What is expected:
Omitting any pictures, transcribe the entries below exactly.

******************************

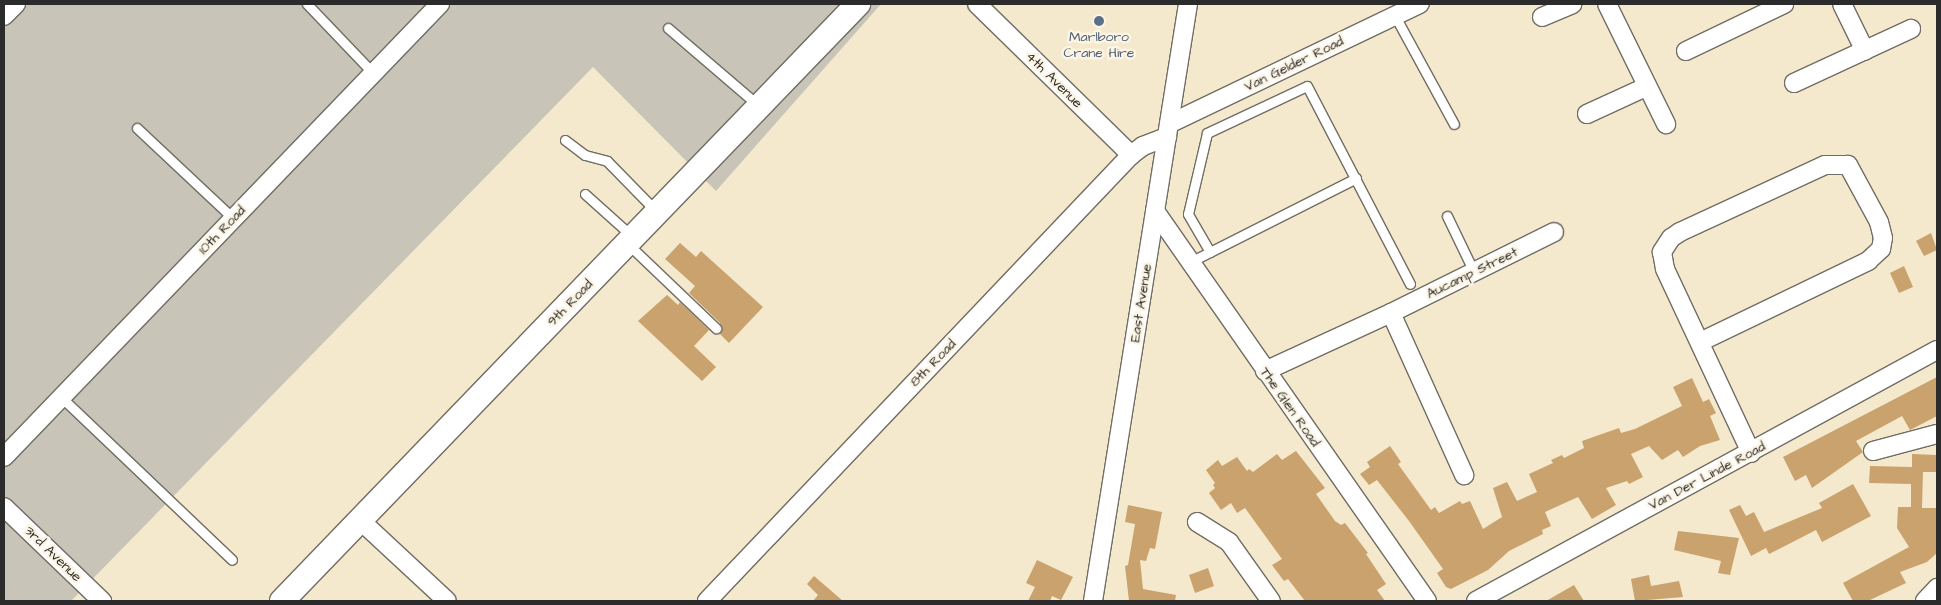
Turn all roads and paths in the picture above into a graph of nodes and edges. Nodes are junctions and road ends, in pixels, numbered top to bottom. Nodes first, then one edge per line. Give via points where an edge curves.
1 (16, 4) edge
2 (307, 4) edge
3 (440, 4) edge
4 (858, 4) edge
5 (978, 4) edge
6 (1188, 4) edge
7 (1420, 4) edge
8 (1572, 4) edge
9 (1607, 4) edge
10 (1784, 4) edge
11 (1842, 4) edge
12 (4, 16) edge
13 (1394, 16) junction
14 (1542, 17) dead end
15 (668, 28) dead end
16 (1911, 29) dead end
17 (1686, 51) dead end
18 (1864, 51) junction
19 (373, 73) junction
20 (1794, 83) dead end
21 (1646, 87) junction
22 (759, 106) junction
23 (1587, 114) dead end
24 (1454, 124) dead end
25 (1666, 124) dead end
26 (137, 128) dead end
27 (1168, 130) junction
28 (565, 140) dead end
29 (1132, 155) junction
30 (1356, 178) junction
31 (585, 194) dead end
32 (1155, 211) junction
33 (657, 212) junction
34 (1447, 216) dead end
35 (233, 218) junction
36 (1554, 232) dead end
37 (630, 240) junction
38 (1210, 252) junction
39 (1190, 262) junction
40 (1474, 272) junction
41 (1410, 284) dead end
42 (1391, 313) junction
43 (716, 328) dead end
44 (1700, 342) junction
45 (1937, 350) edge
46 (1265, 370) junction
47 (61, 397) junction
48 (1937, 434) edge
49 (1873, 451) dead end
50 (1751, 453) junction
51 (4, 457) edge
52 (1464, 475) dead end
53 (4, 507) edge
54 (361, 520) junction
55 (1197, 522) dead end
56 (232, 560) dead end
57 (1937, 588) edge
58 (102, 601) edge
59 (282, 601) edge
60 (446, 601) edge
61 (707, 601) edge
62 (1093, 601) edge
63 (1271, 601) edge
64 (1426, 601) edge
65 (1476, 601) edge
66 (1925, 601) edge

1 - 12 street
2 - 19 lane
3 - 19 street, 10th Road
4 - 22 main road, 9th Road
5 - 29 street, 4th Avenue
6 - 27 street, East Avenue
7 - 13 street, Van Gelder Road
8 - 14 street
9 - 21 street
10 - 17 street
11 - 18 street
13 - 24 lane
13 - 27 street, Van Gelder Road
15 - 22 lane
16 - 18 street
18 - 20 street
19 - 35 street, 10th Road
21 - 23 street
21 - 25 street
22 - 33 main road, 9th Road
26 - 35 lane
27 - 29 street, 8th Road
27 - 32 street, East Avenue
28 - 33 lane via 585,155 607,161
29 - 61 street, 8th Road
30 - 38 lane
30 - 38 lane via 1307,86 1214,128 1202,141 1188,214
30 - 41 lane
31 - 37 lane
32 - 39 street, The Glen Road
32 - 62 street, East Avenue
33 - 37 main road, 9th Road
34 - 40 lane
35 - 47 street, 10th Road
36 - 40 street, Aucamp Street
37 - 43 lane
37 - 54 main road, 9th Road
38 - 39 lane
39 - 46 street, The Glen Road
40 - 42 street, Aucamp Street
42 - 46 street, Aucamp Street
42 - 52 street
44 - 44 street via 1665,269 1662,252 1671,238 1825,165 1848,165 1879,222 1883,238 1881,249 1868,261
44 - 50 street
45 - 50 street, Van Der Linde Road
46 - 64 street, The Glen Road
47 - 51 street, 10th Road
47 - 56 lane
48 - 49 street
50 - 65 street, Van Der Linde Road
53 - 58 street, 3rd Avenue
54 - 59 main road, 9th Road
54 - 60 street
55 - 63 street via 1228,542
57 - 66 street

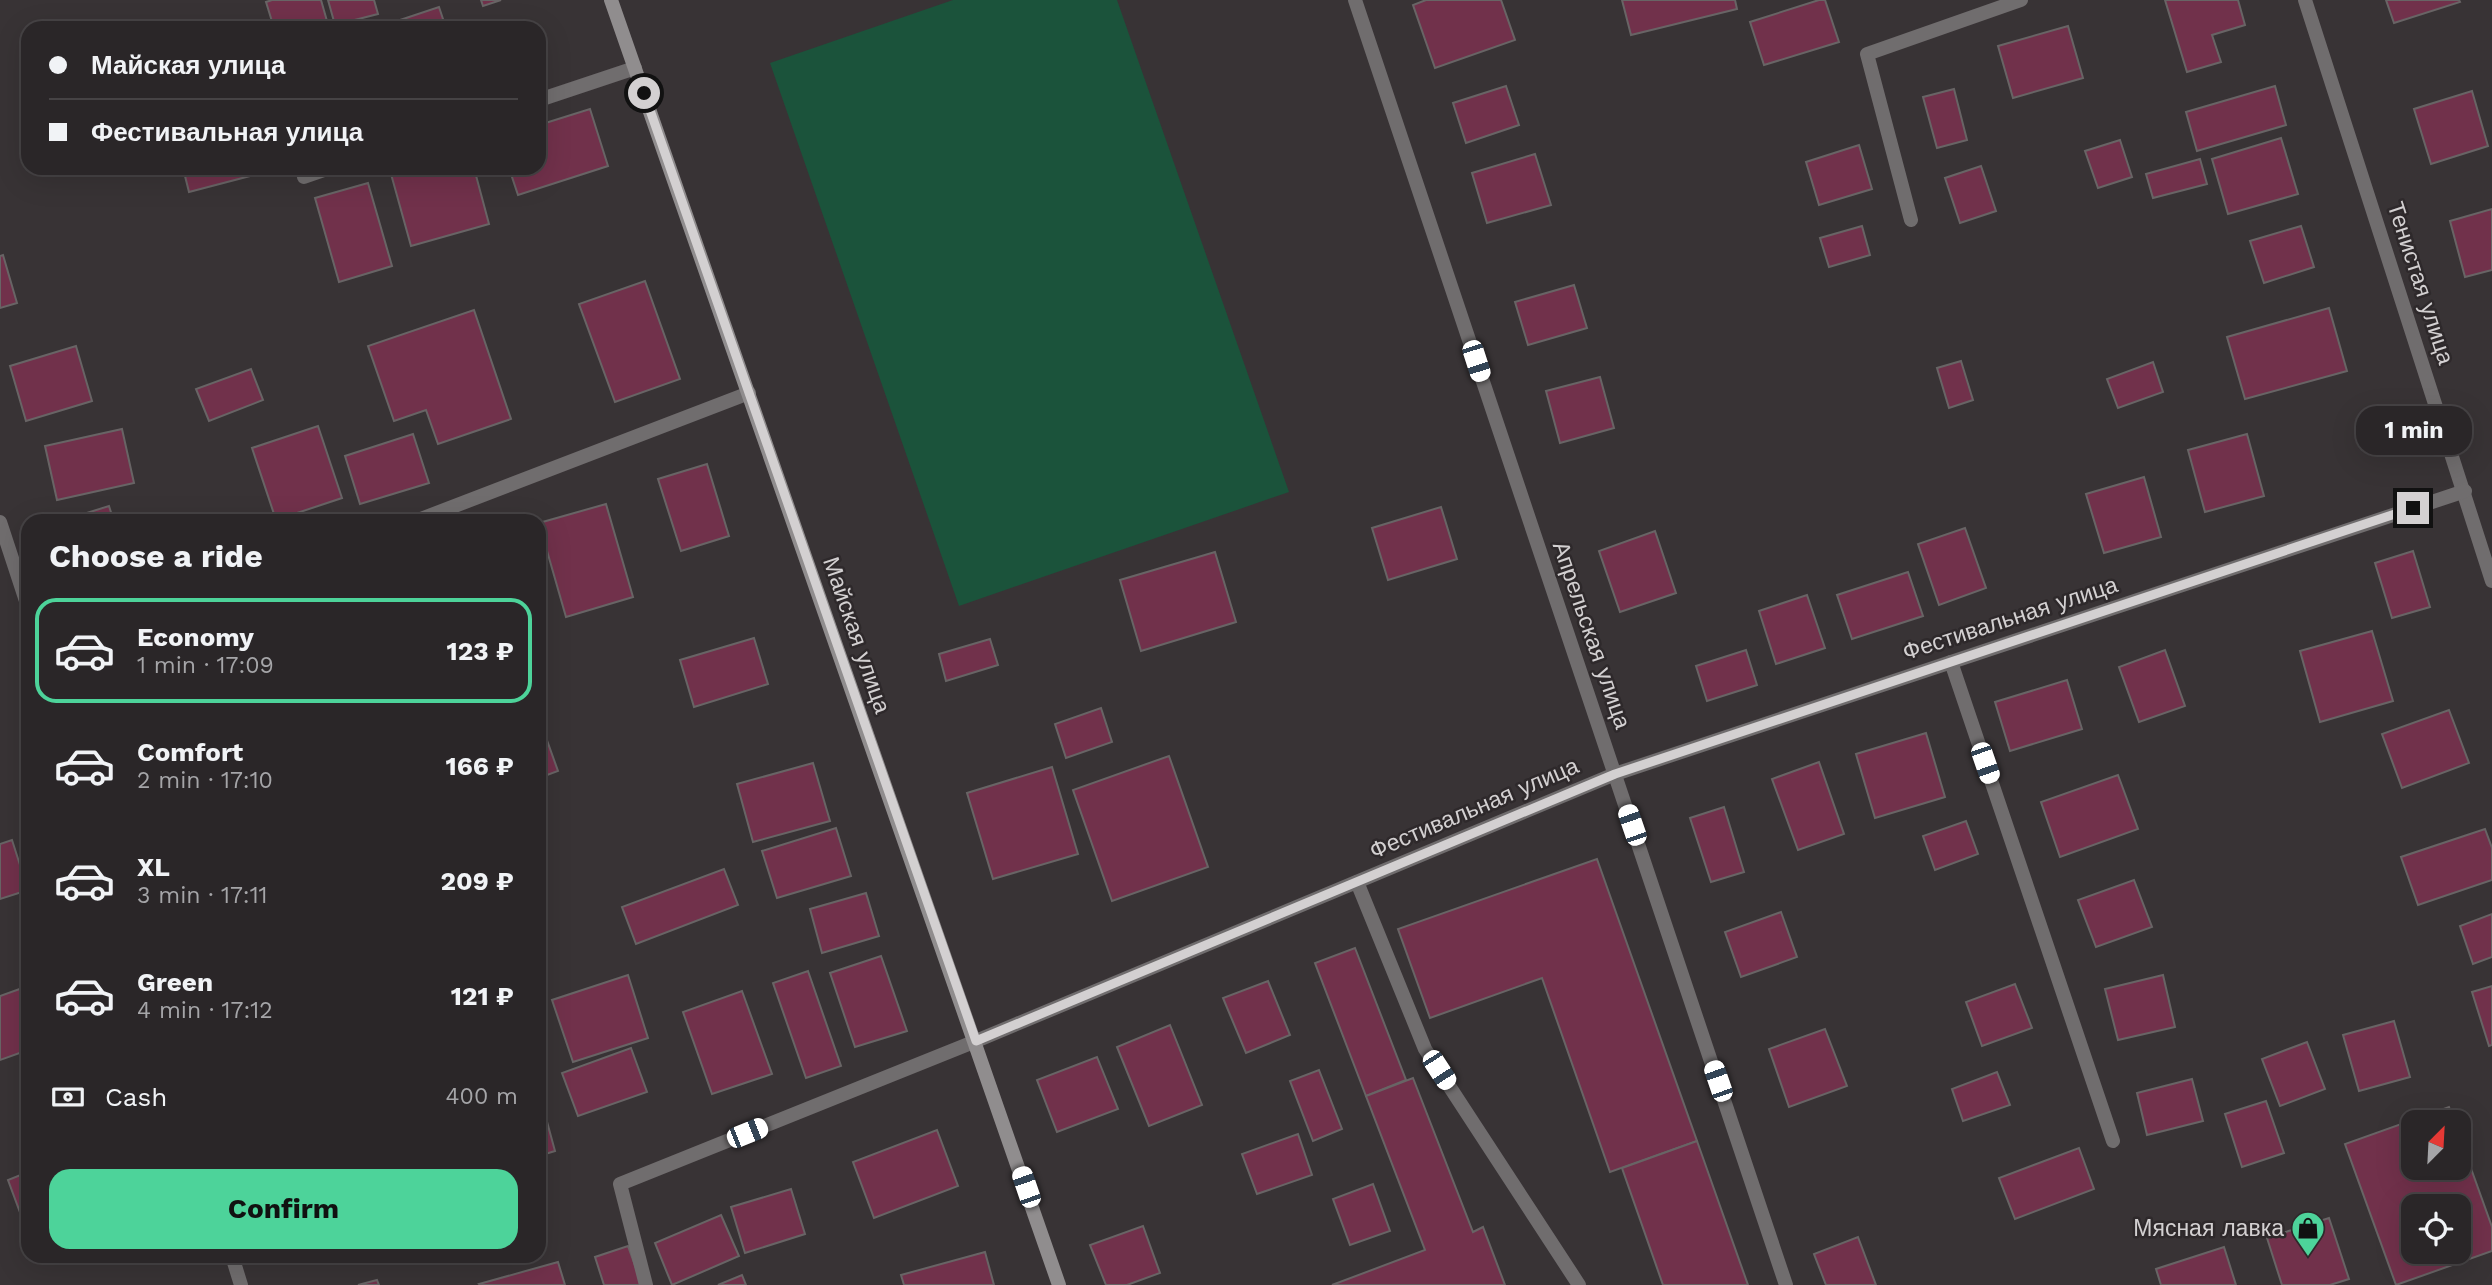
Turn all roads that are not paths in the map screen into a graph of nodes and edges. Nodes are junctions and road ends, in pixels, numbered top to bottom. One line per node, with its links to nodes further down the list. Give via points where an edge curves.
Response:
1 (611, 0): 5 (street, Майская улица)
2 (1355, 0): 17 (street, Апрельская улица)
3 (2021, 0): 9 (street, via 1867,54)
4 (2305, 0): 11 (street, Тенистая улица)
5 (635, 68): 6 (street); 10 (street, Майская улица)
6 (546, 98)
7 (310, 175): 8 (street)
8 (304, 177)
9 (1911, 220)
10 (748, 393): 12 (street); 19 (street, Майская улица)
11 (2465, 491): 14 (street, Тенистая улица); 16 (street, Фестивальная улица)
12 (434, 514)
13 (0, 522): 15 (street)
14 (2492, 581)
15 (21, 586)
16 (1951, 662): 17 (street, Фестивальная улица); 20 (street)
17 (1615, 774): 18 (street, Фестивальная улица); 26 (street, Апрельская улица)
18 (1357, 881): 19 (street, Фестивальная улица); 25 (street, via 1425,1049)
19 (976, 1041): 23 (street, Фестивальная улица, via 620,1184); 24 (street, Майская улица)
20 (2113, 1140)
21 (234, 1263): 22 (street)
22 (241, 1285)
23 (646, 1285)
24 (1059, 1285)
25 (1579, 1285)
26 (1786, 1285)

******************************

Expected output:
Turn all roads and paths in the picture above into a graph of nodes and edges. Nodes are junctions and road ends, in pixels, numbered top to bottom. Nodes first, then one edge per line. Give via points where an edge curves.
1 (16, 4) edge
2 (307, 4) edge
3 (440, 4) edge
4 (858, 4) edge
5 (978, 4) edge
6 (1188, 4) edge
7 (1420, 4) edge
8 (1572, 4) edge
9 (1607, 4) edge
10 (1784, 4) edge
11 (1842, 4) edge
12 (4, 16) edge
13 (1394, 16) junction
14 (1542, 17) dead end
15 (668, 28) dead end
16 (1911, 29) dead end
17 (1686, 51) dead end
18 (1864, 51) junction
19 (373, 73) junction
20 (1794, 83) dead end
21 (1646, 87) junction
22 (759, 106) junction
23 (1587, 114) dead end
24 (1454, 124) dead end
25 (1666, 124) dead end
26 (137, 128) dead end
27 (1168, 130) junction
28 (565, 140) dead end
29 (1132, 155) junction
30 (1356, 178) junction
31 (585, 194) dead end
32 (1155, 211) junction
33 (657, 212) junction
34 (1447, 216) dead end
35 (233, 218) junction
36 (1554, 232) dead end
37 (630, 240) junction
38 (1210, 252) junction
39 (1190, 262) junction
40 (1474, 272) junction
41 (1410, 284) dead end
42 (1391, 313) junction
43 (716, 328) dead end
44 (1700, 342) junction
45 (1937, 350) edge
46 (1265, 370) junction
47 (61, 397) junction
48 (1937, 434) edge
49 (1873, 451) dead end
50 (1751, 453) junction
51 (4, 457) edge
52 (1464, 475) dead end
53 (4, 507) edge
54 (361, 520) junction
55 (1197, 522) dead end
56 (232, 560) dead end
57 (1937, 588) edge
58 (102, 601) edge
59 (282, 601) edge
60 (446, 601) edge
61 (707, 601) edge
62 (1093, 601) edge
63 (1271, 601) edge
64 (1426, 601) edge
65 (1476, 601) edge
66 (1925, 601) edge

1 - 12 street
2 - 19 lane
3 - 19 street, 10th Road
4 - 22 main road, 9th Road
5 - 29 street, 4th Avenue
6 - 27 street, East Avenue
7 - 13 street, Van Gelder Road
8 - 14 street
9 - 21 street
10 - 17 street
11 - 18 street
13 - 24 lane
13 - 27 street, Van Gelder Road
15 - 22 lane
16 - 18 street
18 - 20 street
19 - 35 street, 10th Road
21 - 23 street
21 - 25 street
22 - 33 main road, 9th Road
26 - 35 lane
27 - 29 street, 8th Road
27 - 32 street, East Avenue
28 - 33 lane via 585,155 607,161
29 - 61 street, 8th Road
30 - 38 lane
30 - 38 lane via 1307,86 1214,128 1202,141 1188,214
30 - 41 lane
31 - 37 lane
32 - 39 street, The Glen Road
32 - 62 street, East Avenue
33 - 37 main road, 9th Road
34 - 40 lane
35 - 47 street, 10th Road
36 - 40 street, Aucamp Street
37 - 43 lane
37 - 54 main road, 9th Road
38 - 39 lane
39 - 46 street, The Glen Road
40 - 42 street, Aucamp Street
42 - 46 street, Aucamp Street
42 - 52 street
44 - 44 street via 1665,269 1662,252 1671,238 1825,165 1848,165 1879,222 1883,238 1881,249 1868,261
44 - 50 street
45 - 50 street, Van Der Linde Road
46 - 64 street, The Glen Road
47 - 51 street, 10th Road
47 - 56 lane
48 - 49 street
50 - 65 street, Van Der Linde Road
53 - 58 street, 3rd Avenue
54 - 59 main road, 9th Road
54 - 60 street
55 - 63 street via 1228,542
57 - 66 street

Turn all roads that are not paths in the map screen into a graph of nodes and edges. Nodes are junctions and road ends, in pixels, numbered top to bottom. One line per node, with its links to nodes further down the list. Give via points where an edge curves.
Response:
1 (611, 0): 5 (street, Майская улица)
2 (1355, 0): 17 (street, Апрельская улица)
3 (2021, 0): 9 (street, via 1867,54)
4 (2305, 0): 11 (street, Тенистая улица)
5 (635, 68): 6 (street); 10 (street, Майская улица)
6 (546, 98)
7 (310, 175): 8 (street)
8 (304, 177)
9 (1911, 220)
10 (748, 393): 12 (street); 19 (street, Майская улица)
11 (2465, 491): 14 (street, Тенистая улица); 16 (street, Фестивальная улица)
12 (434, 514)
13 (0, 522): 15 (street)
14 (2492, 581)
15 (21, 586)
16 (1951, 662): 17 (street, Фестивальная улица); 20 (street)
17 (1615, 774): 18 (street, Фестивальная улица); 26 (street, Апрельская улица)
18 (1357, 881): 19 (street, Фестивальная улица); 25 (street, via 1425,1049)
19 (976, 1041): 23 (street, Фестивальная улица, via 620,1184); 24 (street, Майская улица)
20 (2113, 1140)
21 (234, 1263): 22 (street)
22 (241, 1285)
23 (646, 1285)
24 (1059, 1285)
25 (1579, 1285)
26 (1786, 1285)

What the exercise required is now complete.